I have a dream to create a robot making company. I have graduated in AI field and have some ideas about it, but as the robot making is a multi deciplinary work and needs Electrical and mechanical engineering knowledges as well, I don't know what can I do for those parts? I mean how can I hire proper electrical/mechanical engineers? How should I lead them when I don't have skills in their field? Even if I do hire CTO guys to lead them, how can I evaluate those CTO guys's work and understand if they are screwing?
There's two parts to this question.
First part: "I am afraid of dealing with people smarter and more skilled than me!"
Uh, no. Terrible way of looking at it. If you're a manager, your goal should be to hire as smart, as competent, and industrious of people as you can. If you don't do that? Oh, sure, you'll be smarter than your underlings... but your team will suck and your performance will suffer as a result.

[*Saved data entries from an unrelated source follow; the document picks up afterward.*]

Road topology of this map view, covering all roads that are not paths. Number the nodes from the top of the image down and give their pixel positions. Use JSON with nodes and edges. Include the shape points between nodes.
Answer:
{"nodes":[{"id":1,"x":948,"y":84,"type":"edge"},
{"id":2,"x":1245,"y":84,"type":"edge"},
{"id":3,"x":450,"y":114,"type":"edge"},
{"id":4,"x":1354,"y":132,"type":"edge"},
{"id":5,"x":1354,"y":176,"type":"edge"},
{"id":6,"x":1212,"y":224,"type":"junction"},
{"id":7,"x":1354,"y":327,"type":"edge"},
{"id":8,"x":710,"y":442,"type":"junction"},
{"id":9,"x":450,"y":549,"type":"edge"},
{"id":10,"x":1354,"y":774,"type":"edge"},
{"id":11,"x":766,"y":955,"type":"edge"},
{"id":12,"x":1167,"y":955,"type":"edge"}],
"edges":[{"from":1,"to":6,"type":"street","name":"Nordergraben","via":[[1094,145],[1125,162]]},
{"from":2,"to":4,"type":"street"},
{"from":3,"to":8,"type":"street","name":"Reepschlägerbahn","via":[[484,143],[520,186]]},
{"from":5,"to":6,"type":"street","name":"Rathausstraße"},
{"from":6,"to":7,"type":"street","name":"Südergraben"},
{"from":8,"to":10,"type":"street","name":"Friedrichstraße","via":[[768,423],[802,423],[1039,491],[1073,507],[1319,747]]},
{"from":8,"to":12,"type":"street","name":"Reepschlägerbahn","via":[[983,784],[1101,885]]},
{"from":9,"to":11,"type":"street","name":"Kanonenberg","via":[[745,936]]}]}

If it helps, picture it this way: Alice Q Genius and Bob Mehville both are looking for a CTO job. You decide to hire Bob... and Alice goes to work for another company, quite likely a competitor. Which company fares better - the one that got the 'meh' CTO, or the one that got the whip-smart one? Clearly the company that hires Alice is going to be better off - which is doubly worse if that 'other company' is competing with yours. And imagine if Bob Mehville thinks the same as you, and it comes time to hire some developers/engineers/whatever, where everyone is 'not quite as smart' as Bob? Care to imagine what talent your company would be losing, simply because management doesn't want smart employees?
The second part is this: "how can I evaluate those CTO guys's work and understand if they are screwing?"
My boss doesn't know C#. He doesn't know SQL. He doesn't know the APIs of the vendors we work with. Or any of that.
But that doesn't mean he doesn't make sure I'm not goofing around all day. All he has to know is:
- What's Kevin generally working on?
- What's the timeframe of his current tasks?
- Are the clients happy?
That's the part that I think you're missing. You're viewing this as "I'm a AI expert and I want to run an robotics company - but I don't have the engineering knowledge!"
No, the skillset you're missing isn't engineering: it's management. If you're going to run a company, your important skillset isn't the nuts-and-bolts of AI: it's how to manage people and how to navigate the business world.
In general, you want to hire people who have a proven history of success in the role you hire them for and who share your vision for the company. It’s not expected that you have in-depth knowledge of every skill your subordinates/partners possess (though it helps to have at least a high level understanding of what they’re doing.)
Don’t confuse leadership with micromanagement. As Steve Jobs put it, "It doesn't make sense to hire smart people and tell them what to do; we hire smart people so they can tell us what to do."
I am afraid of dealing people smarter and more skilled than me!
You need to get over this fear right now if you want to be successful in business. First of all, different kinds of people are better in different areas. You can't possibly expect to be the best at everything. Secondly, the success of the company is more important than satisfying your own ego. The last thing you want is for the people you hire to not show their best work because the boss is afraid of getting outshined.
A business like that isn't going to be easy to setup. Not only will you need engineers but you will need legal, marketing etc...
The majority of your staff will be doing things you don't understand yourself. You hire people with proven experience (via portfolios and references) and trust them. You will know if they aren't performing by the results they produce.
As other answers have pointed out, you'll need management skills more than you'll need engineering skills.
But you'll still need engineering skills.
Even if you have great management knowledge, I'd bet the amount of competent managers in the IT space without tech experience are far less than those who have worked first in a technical role.
It's nice to dream big, but you also need to ground those dreams in reality. If robotics is really your dream, I don't think you should have any issue with working in industry (at least at first), hopefully alongside those interdisciplinary people. When you have a more complete grasp of things, you'll be able to better achieve your dream.